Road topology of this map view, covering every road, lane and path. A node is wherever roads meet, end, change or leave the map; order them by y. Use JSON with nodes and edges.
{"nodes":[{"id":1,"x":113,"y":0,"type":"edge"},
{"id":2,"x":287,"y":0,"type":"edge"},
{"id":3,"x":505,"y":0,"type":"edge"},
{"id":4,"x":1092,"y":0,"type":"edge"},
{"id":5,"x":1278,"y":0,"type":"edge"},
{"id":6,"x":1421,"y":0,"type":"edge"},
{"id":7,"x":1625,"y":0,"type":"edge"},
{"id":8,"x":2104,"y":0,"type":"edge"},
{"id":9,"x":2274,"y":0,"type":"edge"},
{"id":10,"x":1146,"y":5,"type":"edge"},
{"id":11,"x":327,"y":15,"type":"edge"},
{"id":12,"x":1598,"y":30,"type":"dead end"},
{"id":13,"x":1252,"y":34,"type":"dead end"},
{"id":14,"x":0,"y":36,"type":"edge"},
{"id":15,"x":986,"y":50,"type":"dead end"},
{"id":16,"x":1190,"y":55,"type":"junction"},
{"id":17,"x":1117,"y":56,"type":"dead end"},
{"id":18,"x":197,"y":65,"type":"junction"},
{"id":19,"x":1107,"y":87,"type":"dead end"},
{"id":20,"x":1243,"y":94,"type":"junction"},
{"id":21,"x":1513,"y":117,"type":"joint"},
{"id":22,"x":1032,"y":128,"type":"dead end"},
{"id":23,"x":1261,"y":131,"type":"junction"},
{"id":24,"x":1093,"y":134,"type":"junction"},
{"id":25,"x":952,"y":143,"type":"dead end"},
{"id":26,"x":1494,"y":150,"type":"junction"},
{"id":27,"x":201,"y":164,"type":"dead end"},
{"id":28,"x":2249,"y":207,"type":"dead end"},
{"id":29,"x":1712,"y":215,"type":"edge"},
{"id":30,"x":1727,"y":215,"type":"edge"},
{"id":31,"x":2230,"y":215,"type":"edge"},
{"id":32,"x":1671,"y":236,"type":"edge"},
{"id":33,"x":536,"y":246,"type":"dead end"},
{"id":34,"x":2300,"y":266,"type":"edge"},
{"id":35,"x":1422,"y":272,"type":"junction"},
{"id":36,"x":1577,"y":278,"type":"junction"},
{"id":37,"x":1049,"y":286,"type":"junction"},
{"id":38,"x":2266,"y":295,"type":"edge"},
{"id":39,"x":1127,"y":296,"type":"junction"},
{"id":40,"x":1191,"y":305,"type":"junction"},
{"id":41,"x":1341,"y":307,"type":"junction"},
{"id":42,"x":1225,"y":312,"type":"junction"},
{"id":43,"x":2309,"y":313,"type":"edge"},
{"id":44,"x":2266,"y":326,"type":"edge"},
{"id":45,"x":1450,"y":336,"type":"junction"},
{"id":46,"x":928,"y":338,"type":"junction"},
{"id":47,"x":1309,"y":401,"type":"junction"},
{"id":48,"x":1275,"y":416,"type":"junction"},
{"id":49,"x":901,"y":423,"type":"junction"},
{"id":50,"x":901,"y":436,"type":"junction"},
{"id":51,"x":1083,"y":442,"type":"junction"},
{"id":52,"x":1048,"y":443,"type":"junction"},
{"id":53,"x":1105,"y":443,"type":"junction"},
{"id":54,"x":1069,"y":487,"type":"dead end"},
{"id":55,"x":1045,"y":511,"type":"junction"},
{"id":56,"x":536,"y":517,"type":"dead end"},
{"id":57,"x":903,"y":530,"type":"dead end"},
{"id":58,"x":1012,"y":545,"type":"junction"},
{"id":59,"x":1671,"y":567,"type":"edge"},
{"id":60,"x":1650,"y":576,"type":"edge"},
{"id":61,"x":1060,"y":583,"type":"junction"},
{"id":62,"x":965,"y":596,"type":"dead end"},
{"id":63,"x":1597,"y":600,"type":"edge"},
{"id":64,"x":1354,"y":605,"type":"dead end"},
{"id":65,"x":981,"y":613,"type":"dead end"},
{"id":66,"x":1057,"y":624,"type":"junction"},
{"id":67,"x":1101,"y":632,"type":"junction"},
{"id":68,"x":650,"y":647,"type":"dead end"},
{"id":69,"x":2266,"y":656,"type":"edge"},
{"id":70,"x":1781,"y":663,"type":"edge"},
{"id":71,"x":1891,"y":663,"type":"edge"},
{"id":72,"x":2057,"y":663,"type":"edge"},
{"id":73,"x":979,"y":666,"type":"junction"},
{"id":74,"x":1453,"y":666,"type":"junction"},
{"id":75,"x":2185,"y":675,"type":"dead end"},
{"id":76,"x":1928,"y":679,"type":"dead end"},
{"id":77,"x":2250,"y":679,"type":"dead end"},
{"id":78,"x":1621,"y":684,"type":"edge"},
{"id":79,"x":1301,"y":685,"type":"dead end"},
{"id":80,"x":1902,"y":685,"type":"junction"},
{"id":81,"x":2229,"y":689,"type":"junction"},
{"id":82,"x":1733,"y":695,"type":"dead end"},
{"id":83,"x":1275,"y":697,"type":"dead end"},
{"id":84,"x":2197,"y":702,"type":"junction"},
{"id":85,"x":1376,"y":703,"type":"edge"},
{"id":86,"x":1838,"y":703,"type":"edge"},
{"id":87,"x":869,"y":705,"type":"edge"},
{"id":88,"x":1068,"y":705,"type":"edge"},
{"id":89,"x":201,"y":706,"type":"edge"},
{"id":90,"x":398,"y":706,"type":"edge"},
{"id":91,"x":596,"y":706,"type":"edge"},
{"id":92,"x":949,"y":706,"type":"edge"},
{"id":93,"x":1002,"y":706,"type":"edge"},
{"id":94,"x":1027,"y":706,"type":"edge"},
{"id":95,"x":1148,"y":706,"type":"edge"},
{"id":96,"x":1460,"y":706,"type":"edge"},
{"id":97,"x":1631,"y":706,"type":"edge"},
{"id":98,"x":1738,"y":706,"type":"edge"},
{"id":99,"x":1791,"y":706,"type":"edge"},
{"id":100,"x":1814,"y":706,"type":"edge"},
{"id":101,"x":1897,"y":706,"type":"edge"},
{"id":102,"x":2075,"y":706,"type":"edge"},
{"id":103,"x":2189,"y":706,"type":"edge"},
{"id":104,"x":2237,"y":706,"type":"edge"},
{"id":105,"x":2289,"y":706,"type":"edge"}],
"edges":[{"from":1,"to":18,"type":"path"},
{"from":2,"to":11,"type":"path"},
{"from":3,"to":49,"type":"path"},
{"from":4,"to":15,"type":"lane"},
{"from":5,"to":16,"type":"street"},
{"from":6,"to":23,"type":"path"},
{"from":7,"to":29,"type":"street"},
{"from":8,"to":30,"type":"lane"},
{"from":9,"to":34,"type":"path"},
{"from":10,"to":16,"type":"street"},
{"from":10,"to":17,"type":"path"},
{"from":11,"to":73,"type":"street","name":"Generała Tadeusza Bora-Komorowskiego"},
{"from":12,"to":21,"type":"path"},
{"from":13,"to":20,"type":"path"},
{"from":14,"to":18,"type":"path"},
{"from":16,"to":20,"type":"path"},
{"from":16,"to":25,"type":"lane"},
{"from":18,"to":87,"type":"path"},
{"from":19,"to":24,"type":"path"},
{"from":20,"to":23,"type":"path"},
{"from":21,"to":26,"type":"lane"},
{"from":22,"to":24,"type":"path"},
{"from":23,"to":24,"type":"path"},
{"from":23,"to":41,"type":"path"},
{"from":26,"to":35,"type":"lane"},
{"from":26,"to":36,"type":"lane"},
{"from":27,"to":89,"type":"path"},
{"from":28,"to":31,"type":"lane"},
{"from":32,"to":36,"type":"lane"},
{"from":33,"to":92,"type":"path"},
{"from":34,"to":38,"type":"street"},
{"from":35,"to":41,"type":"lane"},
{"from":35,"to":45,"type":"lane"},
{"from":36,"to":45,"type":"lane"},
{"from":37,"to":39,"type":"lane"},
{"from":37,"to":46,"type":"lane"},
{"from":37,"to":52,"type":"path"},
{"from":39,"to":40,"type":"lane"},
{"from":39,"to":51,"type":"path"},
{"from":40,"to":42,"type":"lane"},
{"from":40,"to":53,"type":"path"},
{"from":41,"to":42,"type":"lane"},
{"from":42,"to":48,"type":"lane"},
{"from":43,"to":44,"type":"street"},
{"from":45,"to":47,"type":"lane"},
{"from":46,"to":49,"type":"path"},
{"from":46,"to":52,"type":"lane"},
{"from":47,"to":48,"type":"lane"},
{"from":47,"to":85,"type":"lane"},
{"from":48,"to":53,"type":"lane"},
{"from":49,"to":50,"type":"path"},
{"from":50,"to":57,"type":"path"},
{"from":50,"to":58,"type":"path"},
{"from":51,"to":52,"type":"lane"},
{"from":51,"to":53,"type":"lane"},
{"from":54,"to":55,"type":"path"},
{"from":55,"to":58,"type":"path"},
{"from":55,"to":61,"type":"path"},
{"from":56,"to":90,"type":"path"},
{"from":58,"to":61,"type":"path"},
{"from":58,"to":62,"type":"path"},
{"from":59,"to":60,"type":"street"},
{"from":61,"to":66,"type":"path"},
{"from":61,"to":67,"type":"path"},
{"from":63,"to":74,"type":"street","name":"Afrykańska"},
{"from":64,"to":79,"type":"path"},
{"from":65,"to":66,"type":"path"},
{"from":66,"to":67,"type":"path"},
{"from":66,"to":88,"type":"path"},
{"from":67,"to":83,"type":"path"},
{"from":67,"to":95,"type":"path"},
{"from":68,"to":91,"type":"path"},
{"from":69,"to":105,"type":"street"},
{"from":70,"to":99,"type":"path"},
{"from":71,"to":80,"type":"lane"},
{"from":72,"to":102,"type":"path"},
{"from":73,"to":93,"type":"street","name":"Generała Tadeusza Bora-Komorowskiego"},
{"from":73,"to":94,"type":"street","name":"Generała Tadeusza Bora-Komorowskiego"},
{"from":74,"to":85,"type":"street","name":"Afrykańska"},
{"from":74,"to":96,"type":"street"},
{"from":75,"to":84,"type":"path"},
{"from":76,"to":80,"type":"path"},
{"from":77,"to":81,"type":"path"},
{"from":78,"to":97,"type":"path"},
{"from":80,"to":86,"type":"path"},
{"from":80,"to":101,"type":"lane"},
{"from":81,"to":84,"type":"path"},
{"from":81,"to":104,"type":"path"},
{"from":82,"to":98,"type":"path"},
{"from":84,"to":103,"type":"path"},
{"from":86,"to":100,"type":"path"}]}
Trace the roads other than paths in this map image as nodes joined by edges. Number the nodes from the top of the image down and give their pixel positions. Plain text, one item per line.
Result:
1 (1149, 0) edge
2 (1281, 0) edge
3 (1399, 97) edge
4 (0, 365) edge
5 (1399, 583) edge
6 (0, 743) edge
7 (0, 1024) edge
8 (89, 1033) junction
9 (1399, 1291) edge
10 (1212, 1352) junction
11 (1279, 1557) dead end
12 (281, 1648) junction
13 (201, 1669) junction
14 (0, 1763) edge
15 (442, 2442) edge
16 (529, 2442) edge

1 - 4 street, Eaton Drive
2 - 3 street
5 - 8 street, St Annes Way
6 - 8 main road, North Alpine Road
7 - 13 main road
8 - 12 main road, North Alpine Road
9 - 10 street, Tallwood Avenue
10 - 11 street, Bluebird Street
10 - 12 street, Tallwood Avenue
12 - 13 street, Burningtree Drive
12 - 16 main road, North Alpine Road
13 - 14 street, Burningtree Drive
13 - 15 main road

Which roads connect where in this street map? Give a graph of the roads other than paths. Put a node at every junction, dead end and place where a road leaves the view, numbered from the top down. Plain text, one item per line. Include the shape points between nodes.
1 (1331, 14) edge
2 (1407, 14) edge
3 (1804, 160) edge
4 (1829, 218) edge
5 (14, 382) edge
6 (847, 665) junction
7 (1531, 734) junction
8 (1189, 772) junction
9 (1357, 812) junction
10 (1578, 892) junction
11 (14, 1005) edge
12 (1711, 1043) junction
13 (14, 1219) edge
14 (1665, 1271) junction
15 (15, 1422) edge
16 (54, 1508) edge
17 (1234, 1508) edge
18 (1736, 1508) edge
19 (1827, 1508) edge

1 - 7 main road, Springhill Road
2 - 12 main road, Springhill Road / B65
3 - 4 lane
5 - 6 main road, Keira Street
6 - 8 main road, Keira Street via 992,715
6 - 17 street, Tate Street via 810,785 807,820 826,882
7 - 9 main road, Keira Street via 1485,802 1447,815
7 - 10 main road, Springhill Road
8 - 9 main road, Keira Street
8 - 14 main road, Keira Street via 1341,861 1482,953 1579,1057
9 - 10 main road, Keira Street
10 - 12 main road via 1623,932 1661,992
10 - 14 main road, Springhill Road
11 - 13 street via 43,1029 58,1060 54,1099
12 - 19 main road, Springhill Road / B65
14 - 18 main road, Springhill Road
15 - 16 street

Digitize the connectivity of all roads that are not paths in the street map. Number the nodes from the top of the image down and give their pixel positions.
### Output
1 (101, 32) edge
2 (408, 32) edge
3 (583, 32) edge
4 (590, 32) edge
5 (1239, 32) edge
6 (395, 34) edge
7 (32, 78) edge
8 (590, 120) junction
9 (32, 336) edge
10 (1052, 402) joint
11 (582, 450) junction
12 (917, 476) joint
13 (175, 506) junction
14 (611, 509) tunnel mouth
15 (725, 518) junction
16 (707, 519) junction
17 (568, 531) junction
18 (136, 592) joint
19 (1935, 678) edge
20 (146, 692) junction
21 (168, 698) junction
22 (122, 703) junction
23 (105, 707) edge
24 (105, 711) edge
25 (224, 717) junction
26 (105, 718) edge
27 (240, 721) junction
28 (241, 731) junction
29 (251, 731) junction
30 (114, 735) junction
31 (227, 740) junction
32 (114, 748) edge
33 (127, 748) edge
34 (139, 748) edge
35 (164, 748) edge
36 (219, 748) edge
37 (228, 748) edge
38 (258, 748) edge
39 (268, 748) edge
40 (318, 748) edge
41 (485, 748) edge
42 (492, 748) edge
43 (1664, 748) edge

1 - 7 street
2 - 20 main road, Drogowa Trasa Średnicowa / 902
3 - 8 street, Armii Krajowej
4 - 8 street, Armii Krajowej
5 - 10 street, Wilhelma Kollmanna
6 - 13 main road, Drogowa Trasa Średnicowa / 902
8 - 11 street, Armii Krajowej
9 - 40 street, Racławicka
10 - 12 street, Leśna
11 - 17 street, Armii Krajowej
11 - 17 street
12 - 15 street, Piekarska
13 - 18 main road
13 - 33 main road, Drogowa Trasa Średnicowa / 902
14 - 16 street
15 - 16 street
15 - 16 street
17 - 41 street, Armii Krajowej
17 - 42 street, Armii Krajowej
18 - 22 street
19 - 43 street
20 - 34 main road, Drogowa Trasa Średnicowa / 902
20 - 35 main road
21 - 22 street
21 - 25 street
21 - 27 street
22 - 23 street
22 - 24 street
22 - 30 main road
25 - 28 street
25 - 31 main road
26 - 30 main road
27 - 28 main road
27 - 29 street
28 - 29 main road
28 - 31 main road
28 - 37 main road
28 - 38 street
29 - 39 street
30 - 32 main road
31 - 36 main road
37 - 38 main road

§ §

● **WHAT TO WORK ON**
Quote the data above from the line containing "Trace the roads" to the line containing "Digitize the connectivity", inclusive, and stop.

● **ANSWER BELOW**
Trace the roads other than paths in this map image as nodes joined by edges. Number the nodes from the top of the image down and give their pixel positions. Plain text, one item per line.
Result:
1 (1149, 0) edge
2 (1281, 0) edge
3 (1399, 97) edge
4 (0, 365) edge
5 (1399, 583) edge
6 (0, 743) edge
7 (0, 1024) edge
8 (89, 1033) junction
9 (1399, 1291) edge
10 (1212, 1352) junction
11 (1279, 1557) dead end
12 (281, 1648) junction
13 (201, 1669) junction
14 (0, 1763) edge
15 (442, 2442) edge
16 (529, 2442) edge

1 - 4 street, Eaton Drive
2 - 3 street
5 - 8 street, St Annes Way
6 - 8 main road, North Alpine Road
7 - 13 main road
8 - 12 main road, North Alpine Road
9 - 10 street, Tallwood Avenue
10 - 11 street, Bluebird Street
10 - 12 street, Tallwood Avenue
12 - 13 street, Burningtree Drive
12 - 16 main road, North Alpine Road
13 - 14 street, Burningtree Drive
13 - 15 main road

Which roads connect where in this street map? Give a graph of the roads other than paths. Put a node at every junction, dead end and place where a road leaves the view, numbered from the top down. Plain text, one item per line. Include the shape points between nodes.
1 (1331, 14) edge
2 (1407, 14) edge
3 (1804, 160) edge
4 (1829, 218) edge
5 (14, 382) edge
6 (847, 665) junction
7 (1531, 734) junction
8 (1189, 772) junction
9 (1357, 812) junction
10 (1578, 892) junction
11 (14, 1005) edge
12 (1711, 1043) junction
13 (14, 1219) edge
14 (1665, 1271) junction
15 (15, 1422) edge
16 (54, 1508) edge
17 (1234, 1508) edge
18 (1736, 1508) edge
19 (1827, 1508) edge

1 - 7 main road, Springhill Road
2 - 12 main road, Springhill Road / B65
3 - 4 lane
5 - 6 main road, Keira Street
6 - 8 main road, Keira Street via 992,715
6 - 17 street, Tate Street via 810,785 807,820 826,882
7 - 9 main road, Keira Street via 1485,802 1447,815
7 - 10 main road, Springhill Road
8 - 9 main road, Keira Street
8 - 14 main road, Keira Street via 1341,861 1482,953 1579,1057
9 - 10 main road, Keira Street
10 - 12 main road via 1623,932 1661,992
10 - 14 main road, Springhill Road
11 - 13 street via 43,1029 58,1060 54,1099
12 - 19 main road, Springhill Road / B65
14 - 18 main road, Springhill Road
15 - 16 street

Digitize the connectivity of all roads that are not paths in the street map. Number the nodes from the top of the image down and give their pixel positions.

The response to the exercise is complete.